=== Problem ===
All of these records need to be duplicated exactly.

Saved entries:

+++

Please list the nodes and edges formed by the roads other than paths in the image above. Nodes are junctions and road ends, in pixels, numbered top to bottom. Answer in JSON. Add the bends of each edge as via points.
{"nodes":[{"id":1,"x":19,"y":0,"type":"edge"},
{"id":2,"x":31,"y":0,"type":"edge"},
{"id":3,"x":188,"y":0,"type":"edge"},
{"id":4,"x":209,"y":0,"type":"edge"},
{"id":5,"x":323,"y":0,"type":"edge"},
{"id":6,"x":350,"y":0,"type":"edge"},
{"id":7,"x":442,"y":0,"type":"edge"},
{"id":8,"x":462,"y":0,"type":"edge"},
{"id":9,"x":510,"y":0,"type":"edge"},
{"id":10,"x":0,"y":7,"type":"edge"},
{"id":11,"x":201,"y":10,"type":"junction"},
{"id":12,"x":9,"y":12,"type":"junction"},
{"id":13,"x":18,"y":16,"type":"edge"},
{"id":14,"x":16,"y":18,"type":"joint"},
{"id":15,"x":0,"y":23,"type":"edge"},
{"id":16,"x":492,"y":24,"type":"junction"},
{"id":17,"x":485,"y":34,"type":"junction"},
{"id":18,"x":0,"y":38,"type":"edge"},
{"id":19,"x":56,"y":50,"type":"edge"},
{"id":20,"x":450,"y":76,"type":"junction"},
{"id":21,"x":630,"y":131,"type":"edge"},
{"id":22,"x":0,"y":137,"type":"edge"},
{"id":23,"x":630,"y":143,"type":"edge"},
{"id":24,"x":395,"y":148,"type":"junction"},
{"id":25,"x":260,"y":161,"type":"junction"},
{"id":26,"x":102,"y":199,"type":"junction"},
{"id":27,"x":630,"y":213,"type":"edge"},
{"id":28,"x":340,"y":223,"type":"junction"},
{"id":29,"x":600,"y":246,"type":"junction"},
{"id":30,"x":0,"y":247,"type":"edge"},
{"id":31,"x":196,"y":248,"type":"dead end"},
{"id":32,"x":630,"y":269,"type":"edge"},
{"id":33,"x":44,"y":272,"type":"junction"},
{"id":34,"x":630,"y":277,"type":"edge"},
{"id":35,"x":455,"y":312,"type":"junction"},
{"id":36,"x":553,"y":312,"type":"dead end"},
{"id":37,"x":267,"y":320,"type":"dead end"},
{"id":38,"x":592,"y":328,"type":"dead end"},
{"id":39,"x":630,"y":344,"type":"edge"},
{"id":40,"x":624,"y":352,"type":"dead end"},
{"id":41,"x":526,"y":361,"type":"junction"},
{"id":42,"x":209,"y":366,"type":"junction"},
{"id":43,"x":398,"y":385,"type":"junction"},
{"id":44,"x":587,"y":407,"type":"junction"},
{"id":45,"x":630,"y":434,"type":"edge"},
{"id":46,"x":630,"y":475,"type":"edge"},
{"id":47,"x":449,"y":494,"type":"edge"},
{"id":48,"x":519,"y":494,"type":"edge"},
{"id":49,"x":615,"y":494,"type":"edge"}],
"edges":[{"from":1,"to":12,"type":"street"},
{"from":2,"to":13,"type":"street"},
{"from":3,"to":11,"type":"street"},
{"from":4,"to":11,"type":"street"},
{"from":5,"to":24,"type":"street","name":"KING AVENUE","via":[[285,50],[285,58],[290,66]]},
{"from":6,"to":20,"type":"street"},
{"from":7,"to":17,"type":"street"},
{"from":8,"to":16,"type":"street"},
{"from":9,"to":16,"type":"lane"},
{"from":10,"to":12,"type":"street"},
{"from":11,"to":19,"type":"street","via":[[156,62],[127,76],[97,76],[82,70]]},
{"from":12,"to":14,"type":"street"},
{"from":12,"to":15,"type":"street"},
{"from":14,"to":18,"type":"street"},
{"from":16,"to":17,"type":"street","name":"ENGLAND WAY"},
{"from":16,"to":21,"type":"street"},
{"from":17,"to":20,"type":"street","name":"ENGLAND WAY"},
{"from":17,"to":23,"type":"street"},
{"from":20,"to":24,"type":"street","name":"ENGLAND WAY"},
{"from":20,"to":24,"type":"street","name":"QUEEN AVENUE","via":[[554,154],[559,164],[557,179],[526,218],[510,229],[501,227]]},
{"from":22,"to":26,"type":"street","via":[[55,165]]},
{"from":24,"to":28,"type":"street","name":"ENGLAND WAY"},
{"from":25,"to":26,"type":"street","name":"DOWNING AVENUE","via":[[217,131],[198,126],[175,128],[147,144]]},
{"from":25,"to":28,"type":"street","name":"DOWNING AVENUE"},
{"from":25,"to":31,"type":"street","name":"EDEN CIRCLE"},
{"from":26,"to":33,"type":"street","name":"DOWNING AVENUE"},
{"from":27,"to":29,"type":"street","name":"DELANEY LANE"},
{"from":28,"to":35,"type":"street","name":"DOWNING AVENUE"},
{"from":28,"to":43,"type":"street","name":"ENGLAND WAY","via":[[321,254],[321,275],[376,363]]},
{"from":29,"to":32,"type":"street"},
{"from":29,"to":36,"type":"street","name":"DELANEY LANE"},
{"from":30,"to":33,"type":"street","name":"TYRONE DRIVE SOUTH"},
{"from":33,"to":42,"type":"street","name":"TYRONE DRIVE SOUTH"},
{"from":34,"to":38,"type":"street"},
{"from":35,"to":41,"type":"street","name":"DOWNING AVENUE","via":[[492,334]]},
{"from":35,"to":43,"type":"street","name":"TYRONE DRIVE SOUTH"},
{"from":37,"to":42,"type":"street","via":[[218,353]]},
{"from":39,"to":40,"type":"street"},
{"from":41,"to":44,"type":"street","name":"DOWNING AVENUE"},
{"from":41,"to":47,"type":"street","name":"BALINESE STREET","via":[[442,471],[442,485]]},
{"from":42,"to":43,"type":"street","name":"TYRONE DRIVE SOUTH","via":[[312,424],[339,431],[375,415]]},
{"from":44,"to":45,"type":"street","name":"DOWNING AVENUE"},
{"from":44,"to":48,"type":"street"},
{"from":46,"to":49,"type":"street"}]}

+++

=== Response box ===
Please list the nodes and edges formed by the roads other than paths in the image above. Nodes are junctions and road ends, in pixels, numbered top to bottom. Answer in JSON. Add the bends of each edge as via points.
{"nodes":[{"id":1,"x":19,"y":0,"type":"edge"},
{"id":2,"x":31,"y":0,"type":"edge"},
{"id":3,"x":188,"y":0,"type":"edge"},
{"id":4,"x":209,"y":0,"type":"edge"},
{"id":5,"x":323,"y":0,"type":"edge"},
{"id":6,"x":350,"y":0,"type":"edge"},
{"id":7,"x":442,"y":0,"type":"edge"},
{"id":8,"x":462,"y":0,"type":"edge"},
{"id":9,"x":510,"y":0,"type":"edge"},
{"id":10,"x":0,"y":7,"type":"edge"},
{"id":11,"x":201,"y":10,"type":"junction"},
{"id":12,"x":9,"y":12,"type":"junction"},
{"id":13,"x":18,"y":16,"type":"edge"},
{"id":14,"x":16,"y":18,"type":"joint"},
{"id":15,"x":0,"y":23,"type":"edge"},
{"id":16,"x":492,"y":24,"type":"junction"},
{"id":17,"x":485,"y":34,"type":"junction"},
{"id":18,"x":0,"y":38,"type":"edge"},
{"id":19,"x":56,"y":50,"type":"edge"},
{"id":20,"x":450,"y":76,"type":"junction"},
{"id":21,"x":630,"y":131,"type":"edge"},
{"id":22,"x":0,"y":137,"type":"edge"},
{"id":23,"x":630,"y":143,"type":"edge"},
{"id":24,"x":395,"y":148,"type":"junction"},
{"id":25,"x":260,"y":161,"type":"junction"},
{"id":26,"x":102,"y":199,"type":"junction"},
{"id":27,"x":630,"y":213,"type":"edge"},
{"id":28,"x":340,"y":223,"type":"junction"},
{"id":29,"x":600,"y":246,"type":"junction"},
{"id":30,"x":0,"y":247,"type":"edge"},
{"id":31,"x":196,"y":248,"type":"dead end"},
{"id":32,"x":630,"y":269,"type":"edge"},
{"id":33,"x":44,"y":272,"type":"junction"},
{"id":34,"x":630,"y":277,"type":"edge"},
{"id":35,"x":455,"y":312,"type":"junction"},
{"id":36,"x":553,"y":312,"type":"dead end"},
{"id":37,"x":267,"y":320,"type":"dead end"},
{"id":38,"x":592,"y":328,"type":"dead end"},
{"id":39,"x":630,"y":344,"type":"edge"},
{"id":40,"x":624,"y":352,"type":"dead end"},
{"id":41,"x":526,"y":361,"type":"junction"},
{"id":42,"x":209,"y":366,"type":"junction"},
{"id":43,"x":398,"y":385,"type":"junction"},
{"id":44,"x":587,"y":407,"type":"junction"},
{"id":45,"x":630,"y":434,"type":"edge"},
{"id":46,"x":630,"y":475,"type":"edge"},
{"id":47,"x":449,"y":494,"type":"edge"},
{"id":48,"x":519,"y":494,"type":"edge"},
{"id":49,"x":615,"y":494,"type":"edge"}],
"edges":[{"from":1,"to":12,"type":"street"},
{"from":2,"to":13,"type":"street"},
{"from":3,"to":11,"type":"street"},
{"from":4,"to":11,"type":"street"},
{"from":5,"to":24,"type":"street","name":"KING AVENUE","via":[[285,50],[285,58],[290,66]]},
{"from":6,"to":20,"type":"street"},
{"from":7,"to":17,"type":"street"},
{"from":8,"to":16,"type":"street"},
{"from":9,"to":16,"type":"lane"},
{"from":10,"to":12,"type":"street"},
{"from":11,"to":19,"type":"street","via":[[156,62],[127,76],[97,76],[82,70]]},
{"from":12,"to":14,"type":"street"},
{"from":12,"to":15,"type":"street"},
{"from":14,"to":18,"type":"street"},
{"from":16,"to":17,"type":"street","name":"ENGLAND WAY"},
{"from":16,"to":21,"type":"street"},
{"from":17,"to":20,"type":"street","name":"ENGLAND WAY"},
{"from":17,"to":23,"type":"street"},
{"from":20,"to":24,"type":"street","name":"ENGLAND WAY"},
{"from":20,"to":24,"type":"street","name":"QUEEN AVENUE","via":[[554,154],[559,164],[557,179],[526,218],[510,229],[501,227]]},
{"from":22,"to":26,"type":"street","via":[[55,165]]},
{"from":24,"to":28,"type":"street","name":"ENGLAND WAY"},
{"from":25,"to":26,"type":"street","name":"DOWNING AVENUE","via":[[217,131],[198,126],[175,128],[147,144]]},
{"from":25,"to":28,"type":"street","name":"DOWNING AVENUE"},
{"from":25,"to":31,"type":"street","name":"EDEN CIRCLE"},
{"from":26,"to":33,"type":"street","name":"DOWNING AVENUE"},
{"from":27,"to":29,"type":"street","name":"DELANEY LANE"},
{"from":28,"to":35,"type":"street","name":"DOWNING AVENUE"},
{"from":28,"to":43,"type":"street","name":"ENGLAND WAY","via":[[321,254],[321,275],[376,363]]},
{"from":29,"to":32,"type":"street"},
{"from":29,"to":36,"type":"street","name":"DELANEY LANE"},
{"from":30,"to":33,"type":"street","name":"TYRONE DRIVE SOUTH"},
{"from":33,"to":42,"type":"street","name":"TYRONE DRIVE SOUTH"},
{"from":34,"to":38,"type":"street"},
{"from":35,"to":41,"type":"street","name":"DOWNING AVENUE","via":[[492,334]]},
{"from":35,"to":43,"type":"street","name":"TYRONE DRIVE SOUTH"},
{"from":37,"to":42,"type":"street","via":[[218,353]]},
{"from":39,"to":40,"type":"street"},
{"from":41,"to":44,"type":"street","name":"DOWNING AVENUE"},
{"from":41,"to":47,"type":"street","name":"BALINESE STREET","via":[[442,471],[442,485]]},
{"from":42,"to":43,"type":"street","name":"TYRONE DRIVE SOUTH","via":[[312,424],[339,431],[375,415]]},
{"from":44,"to":45,"type":"street","name":"DOWNING AVENUE"},
{"from":44,"to":48,"type":"street"},
{"from":46,"to":49,"type":"street"}]}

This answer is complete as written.